Repeat all the lines below exactly, but omit the pictures.

== MATERIAL PROVIDED ==

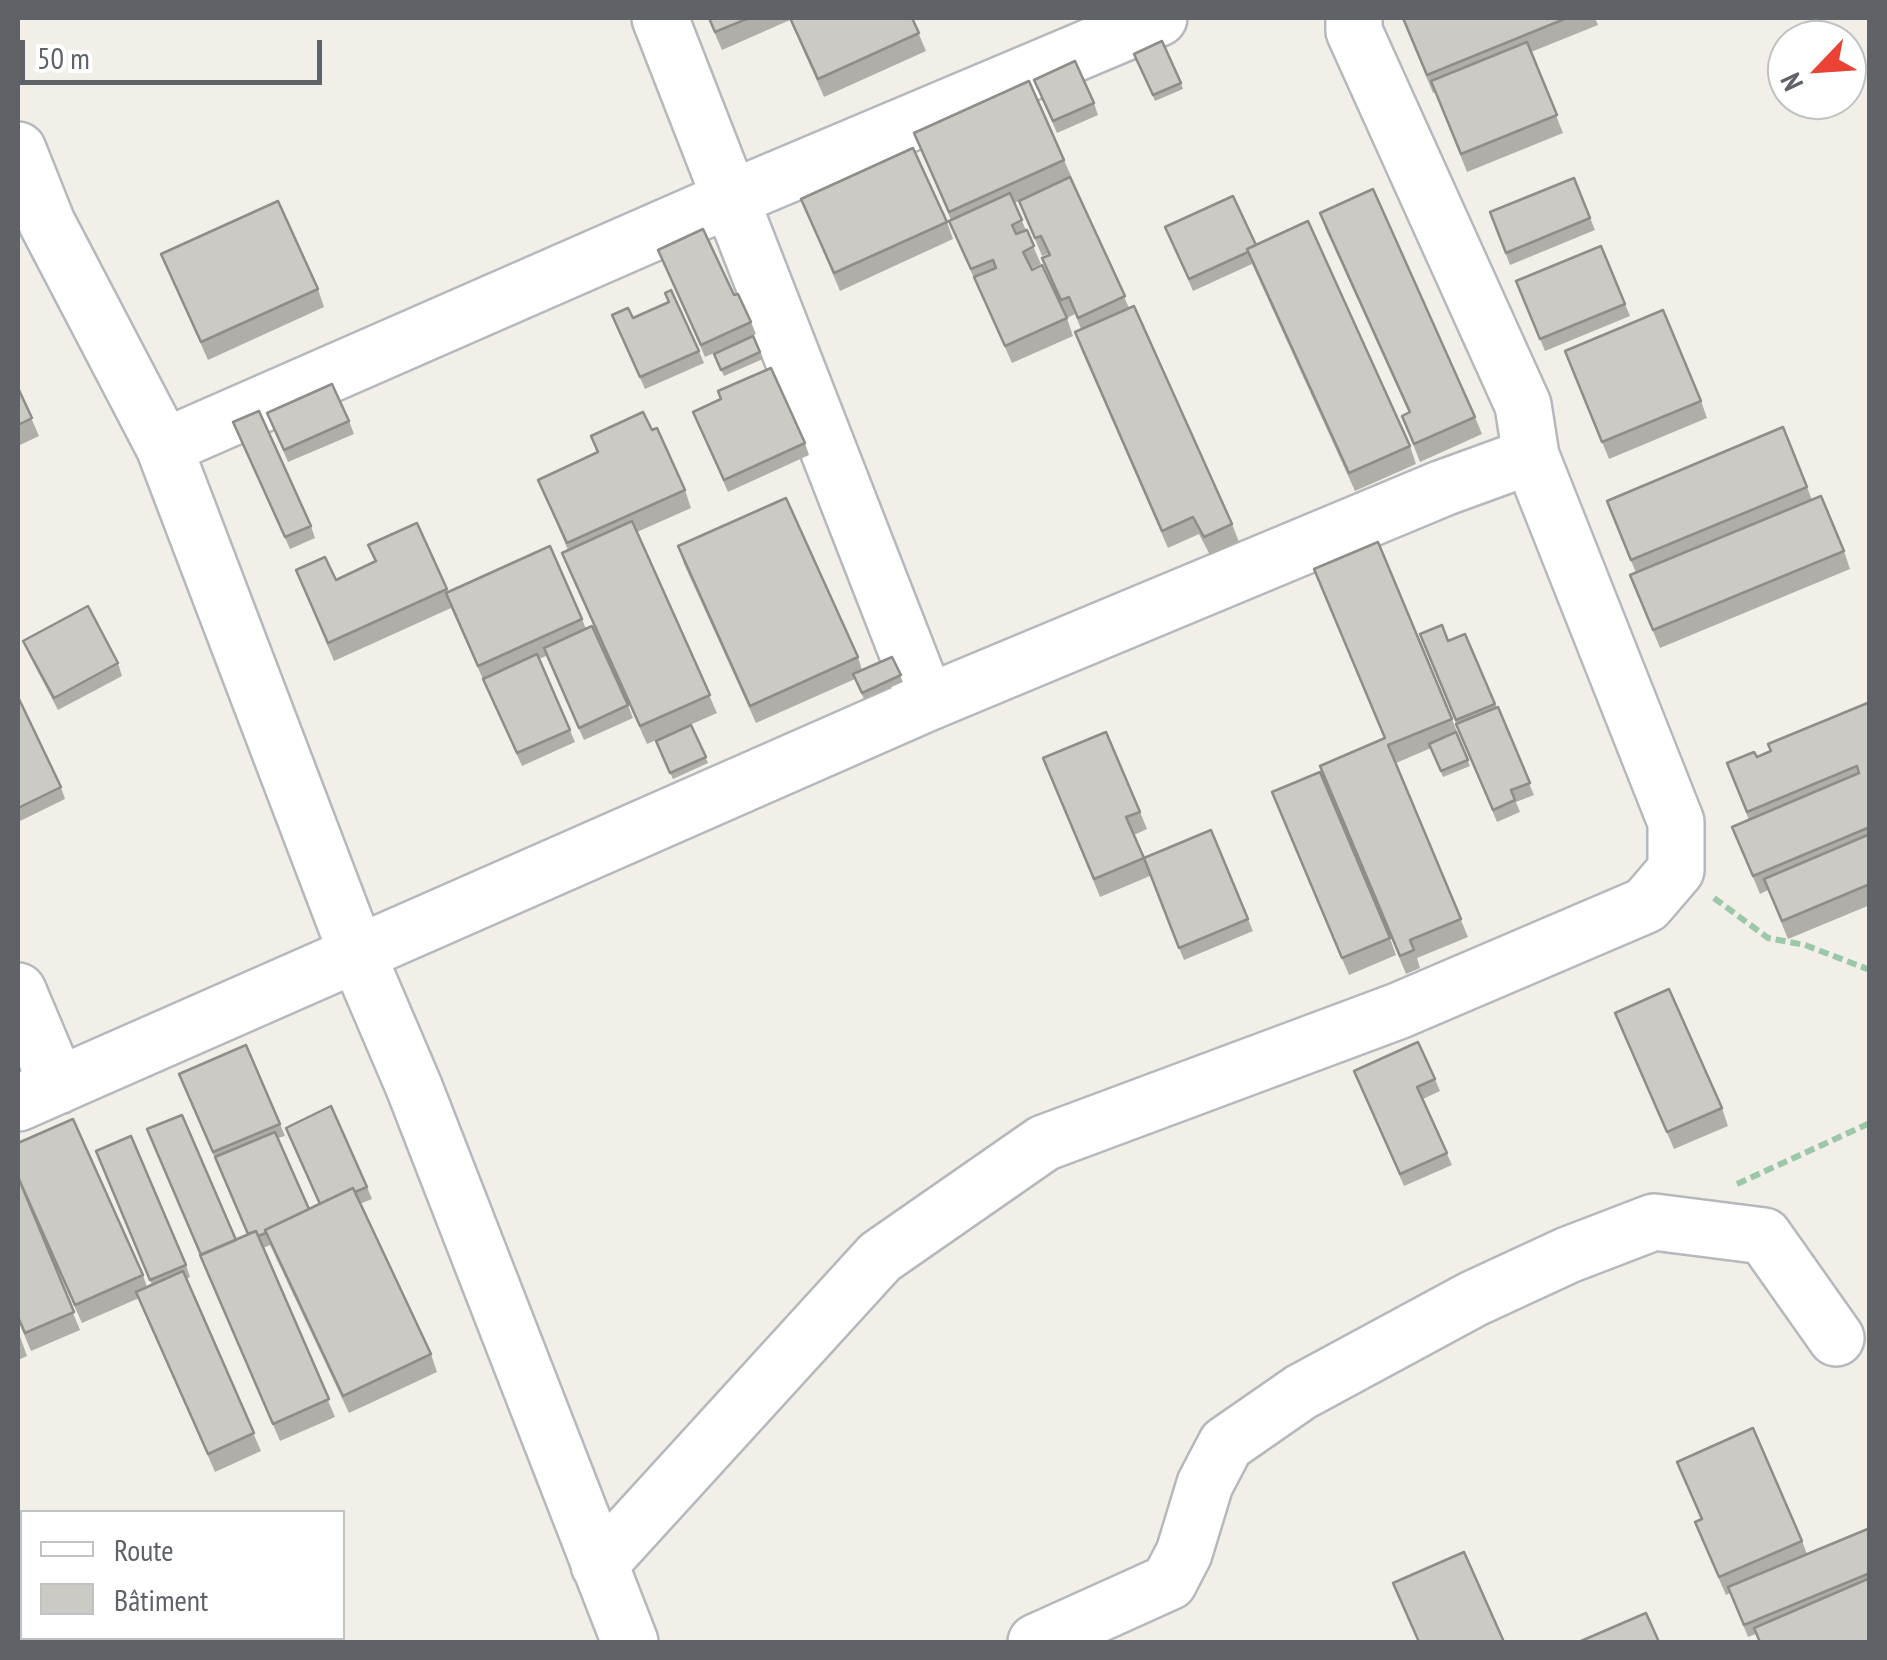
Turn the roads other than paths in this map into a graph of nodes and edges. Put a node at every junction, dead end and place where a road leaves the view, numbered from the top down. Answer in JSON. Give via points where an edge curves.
{"nodes":[{"id":1,"x":660,"y":18,"type":"edge"},
{"id":2,"x":1159,"y":18,"type":"edge"},
{"id":3,"x":1354,"y":18,"type":"edge"},
{"id":4,"x":18,"y":150,"type":"edge"},
{"id":5,"x":730,"y":199,"type":"junction"},
{"id":6,"x":164,"y":448,"type":"junction"},
{"id":7,"x":1531,"y":456,"type":"junction"},
{"id":8,"x":927,"y":704,"type":"junction"},
{"id":9,"x":358,"y":956,"type":"junction"},
{"id":10,"x":18,"y":991,"type":"edge"},
{"id":11,"x":38,"y":1094,"type":"edge"},
{"id":12,"x":1836,"y":1338,"type":"dead end"},
{"id":13,"x":599,"y":1565,"type":"junction"},
{"id":14,"x":630,"y":1642,"type":"edge"},
{"id":15,"x":1036,"y":1642,"type":"edge"}],
"edges":[{"from":1,"to":5,"type":"street"},
{"from":2,"to":5,"type":"street"},
{"from":3,"to":7,"type":"street","via":[[1354,31],[1523,405]]},
{"from":4,"to":6,"type":"street","via":[[47,224]]},
{"from":5,"to":6,"type":"street"},
{"from":5,"to":8,"type":"street"},
{"from":6,"to":9,"type":"street"},
{"from":7,"to":8,"type":"street"},
{"from":7,"to":13,"type":"street","via":[[1676,822],[1676,870],[1646,905],[1398,1010],[1044,1142],[880,1257]]},
{"from":8,"to":9,"type":"street"},
{"from":9,"to":11,"type":"street"},
{"from":9,"to":13,"type":"street"},
{"from":10,"to":11,"type":"street"},
{"from":12,"to":15,"type":"street","via":[[1764,1236],[1654,1222],[1585,1248],[1472,1299],[1301,1392],[1226,1444],[1168,1582]]},
{"from":13,"to":14,"type":"street"}]}
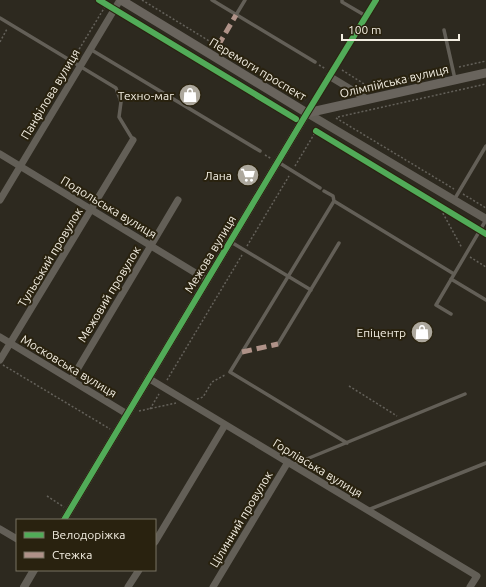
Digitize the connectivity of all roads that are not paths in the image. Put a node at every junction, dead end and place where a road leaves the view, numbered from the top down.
1 (120, 0) edge
2 (212, 0) edge
3 (245, 0) edge
4 (342, 0) edge
5 (376, 0) edge
6 (236, 15) junction
7 (366, 16) junction
8 (0, 18) edge
9 (444, 30) dead end
10 (90, 49) junction
11 (315, 62) road end
12 (80, 66) junction
13 (486, 73) edge
14 (329, 76) junction
15 (456, 80) junction
16 (367, 99) junction
17 (307, 113) junction
18 (133, 140) joint
19 (486, 146) edge
20 (260, 152) road end
21 (0, 154) edge
22 (275, 161) junction
23 (20, 166) junction
24 (320, 188) dead end
25 (324, 190) dead end
26 (0, 200) edge
27 (178, 200) dead end
28 (454, 200) junction
29 (334, 201) junction
30 (91, 209) junction
31 (486, 220) edge
32 (230, 241) junction
33 (339, 244) dead end
34 (151, 246) junction
35 (454, 274) junction
36 (289, 276) junction
37 (451, 279) junction
38 (207, 280) junction
39 (311, 290) junction
40 (486, 300) edge
41 (451, 314) dead end
42 (0, 337) edge
43 (10, 343) junction
44 (278, 344) dead end
45 (0, 360) edge
46 (148, 378) junction
47 (71, 380) junction
48 (465, 394) dead end
49 (127, 414) junction
50 (225, 425) junction
51 (347, 443) junction
52 (290, 464) junction
53 (486, 464) edge
54 (367, 510) junction
55 (65, 519) edge
56 (0, 529) edge
57 (16, 538) edge
58 (156, 540) edge
59 (33, 571) edge
60 (137, 571) edge
61 (24, 587) edge
62 (128, 587) edge
63 (213, 587) edge
64 (470, 587) edge

1 - 10 street, Панфілова вулиця
1 - 17 main road, Перемоги проспект
2 - 6 lane
3 - 6 lane
4 - 7 lane
5 - 7 street, Межова вулиця
6 - 11 lane
7 - 14 street, Межова вулиця
8 - 12 lane
9 - 15 lane
10 - 12 street, Панфілова вулиця
10 - 20 lane
12 - 18 lane
12 - 23 street, Панфілова вулиця
13 - 15 main road, Олімпійська вулиця
14 - 16 street
14 - 17 street, Межова вулиця
15 - 16 main road, Олімпійська вулиця
16 - 17 main road, Олімпійська вулиця
17 - 22 street, Межова вулиця
17 - 28 street, Перемоги проспект
18 - 30 street, Тульський провулок
19 - 28 lane
21 - 23 street, Подольська вулиця
22 - 24 lane
22 - 32 street, Межова вулиця
23 - 26 street, Панфілова вулиця
23 - 30 street, Подольська вулиця
25 - 29 lane
27 - 34 street, Межовий провулок
28 - 31 street, Перемоги проспект
29 - 35 lane
29 - 36 lane
30 - 34 street, Подольська вулиця
30 - 43 street, Тульський провулок
31 - 35 lane
32 - 36 lane
32 - 38 street, Межова вулиця
33 - 39 lane
34 - 38 street, Подольська вулиця
34 - 47 street, Межовий провулок
35 - 37 lane
36 - 39 lane
36 - 51 lane
37 - 40 lane
37 - 41 lane
38 - 46 street, Межова вулиця
39 - 44 lane
42 - 43 street, Московська вулиця
43 - 45 street, Тульський провулок
43 - 47 street, Московська вулиця
46 - 49 street, Межова вулиця
46 - 50 street, Горлівська вулиця
47 - 49 street, Московська вулиця
48 - 51 lane
49 - 55 street, Межова вулиця
50 - 52 street, Горлівська вулиця
50 - 58 street
51 - 52 lane
52 - 54 street, Горлівська вулиця
52 - 63 street, Цілинний провулок
53 - 54 lane
54 - 64 street, Горлівська вулиця
56 - 57 street
59 - 61 street
60 - 62 street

===

ANSWER SPACE
Turn the roads other than paths in this map into a graph of nodes and edges. Put a node at every junction, dead end and place where a road leaves the view, numbered from the top down. Answer in JSON. Give via points where an edge curves.
{"nodes":[{"id":1,"x":660,"y":18,"type":"edge"},
{"id":2,"x":1159,"y":18,"type":"edge"},
{"id":3,"x":1354,"y":18,"type":"edge"},
{"id":4,"x":18,"y":150,"type":"edge"},
{"id":5,"x":730,"y":199,"type":"junction"},
{"id":6,"x":164,"y":448,"type":"junction"},
{"id":7,"x":1531,"y":456,"type":"junction"},
{"id":8,"x":927,"y":704,"type":"junction"},
{"id":9,"x":358,"y":956,"type":"junction"},
{"id":10,"x":18,"y":991,"type":"edge"},
{"id":11,"x":38,"y":1094,"type":"edge"},
{"id":12,"x":1836,"y":1338,"type":"dead end"},
{"id":13,"x":599,"y":1565,"type":"junction"},
{"id":14,"x":630,"y":1642,"type":"edge"},
{"id":15,"x":1036,"y":1642,"type":"edge"}],
"edges":[{"from":1,"to":5,"type":"street"},
{"from":2,"to":5,"type":"street"},
{"from":3,"to":7,"type":"street","via":[[1354,31],[1523,405]]},
{"from":4,"to":6,"type":"street","via":[[47,224]]},
{"from":5,"to":6,"type":"street"},
{"from":5,"to":8,"type":"street"},
{"from":6,"to":9,"type":"street"},
{"from":7,"to":8,"type":"street"},
{"from":7,"to":13,"type":"street","via":[[1676,822],[1676,870],[1646,905],[1398,1010],[1044,1142],[880,1257]]},
{"from":8,"to":9,"type":"street"},
{"from":9,"to":11,"type":"street"},
{"from":9,"to":13,"type":"street"},
{"from":10,"to":11,"type":"street"},
{"from":12,"to":15,"type":"street","via":[[1764,1236],[1654,1222],[1585,1248],[1472,1299],[1301,1392],[1226,1444],[1168,1582]]},
{"from":13,"to":14,"type":"street"}]}
Digitize the connectivity of all roads that are not paths in the image. Put a node at every junction, dead end and place where a road leaves the view, numbered from the top down.
1 (120, 0) edge
2 (212, 0) edge
3 (245, 0) edge
4 (342, 0) edge
5 (376, 0) edge
6 (236, 15) junction
7 (366, 16) junction
8 (0, 18) edge
9 (444, 30) dead end
10 (90, 49) junction
11 (315, 62) road end
12 (80, 66) junction
13 (486, 73) edge
14 (329, 76) junction
15 (456, 80) junction
16 (367, 99) junction
17 (307, 113) junction
18 (133, 140) joint
19 (486, 146) edge
20 (260, 152) road end
21 (0, 154) edge
22 (275, 161) junction
23 (20, 166) junction
24 (320, 188) dead end
25 (324, 190) dead end
26 (0, 200) edge
27 (178, 200) dead end
28 (454, 200) junction
29 (334, 201) junction
30 (91, 209) junction
31 (486, 220) edge
32 (230, 241) junction
33 (339, 244) dead end
34 (151, 246) junction
35 (454, 274) junction
36 (289, 276) junction
37 (451, 279) junction
38 (207, 280) junction
39 (311, 290) junction
40 (486, 300) edge
41 (451, 314) dead end
42 (0, 337) edge
43 (10, 343) junction
44 (278, 344) dead end
45 (0, 360) edge
46 (148, 378) junction
47 (71, 380) junction
48 (465, 394) dead end
49 (127, 414) junction
50 (225, 425) junction
51 (347, 443) junction
52 (290, 464) junction
53 (486, 464) edge
54 (367, 510) junction
55 (65, 519) edge
56 (0, 529) edge
57 (16, 538) edge
58 (156, 540) edge
59 (33, 571) edge
60 (137, 571) edge
61 (24, 587) edge
62 (128, 587) edge
63 (213, 587) edge
64 (470, 587) edge

1 - 10 street, Панфілова вулиця
1 - 17 main road, Перемоги проспект
2 - 6 lane
3 - 6 lane
4 - 7 lane
5 - 7 street, Межова вулиця
6 - 11 lane
7 - 14 street, Межова вулиця
8 - 12 lane
9 - 15 lane
10 - 12 street, Панфілова вулиця
10 - 20 lane
12 - 18 lane
12 - 23 street, Панфілова вулиця
13 - 15 main road, Олімпійська вулиця
14 - 16 street
14 - 17 street, Межова вулиця
15 - 16 main road, Олімпійська вулиця
16 - 17 main road, Олімпійська вулиця
17 - 22 street, Межова вулиця
17 - 28 street, Перемоги проспект
18 - 30 street, Тульський провулок
19 - 28 lane
21 - 23 street, Подольська вулиця
22 - 24 lane
22 - 32 street, Межова вулиця
23 - 26 street, Панфілова вулиця
23 - 30 street, Подольська вулиця
25 - 29 lane
27 - 34 street, Межовий провулок
28 - 31 street, Перемоги проспект
29 - 35 lane
29 - 36 lane
30 - 34 street, Подольська вулиця
30 - 43 street, Тульський провулок
31 - 35 lane
32 - 36 lane
32 - 38 street, Межова вулиця
33 - 39 lane
34 - 38 street, Подольська вулиця
34 - 47 street, Межовий провулок
35 - 37 lane
36 - 39 lane
36 - 51 lane
37 - 40 lane
37 - 41 lane
38 - 46 street, Межова вулиця
39 - 44 lane
42 - 43 street, Московська вулиця
43 - 45 street, Тульський провулок
43 - 47 street, Московська вулиця
46 - 49 street, Межова вулиця
46 - 50 street, Горлівська вулиця
47 - 49 street, Московська вулиця
48 - 51 lane
49 - 55 street, Межова вулиця
50 - 52 street, Горлівська вулиця
50 - 58 street
51 - 52 lane
52 - 54 street, Горлівська вулиця
52 - 63 street, Цілинний провулок
53 - 54 lane
54 - 64 street, Горлівська вулиця
56 - 57 street
59 - 61 street
60 - 62 street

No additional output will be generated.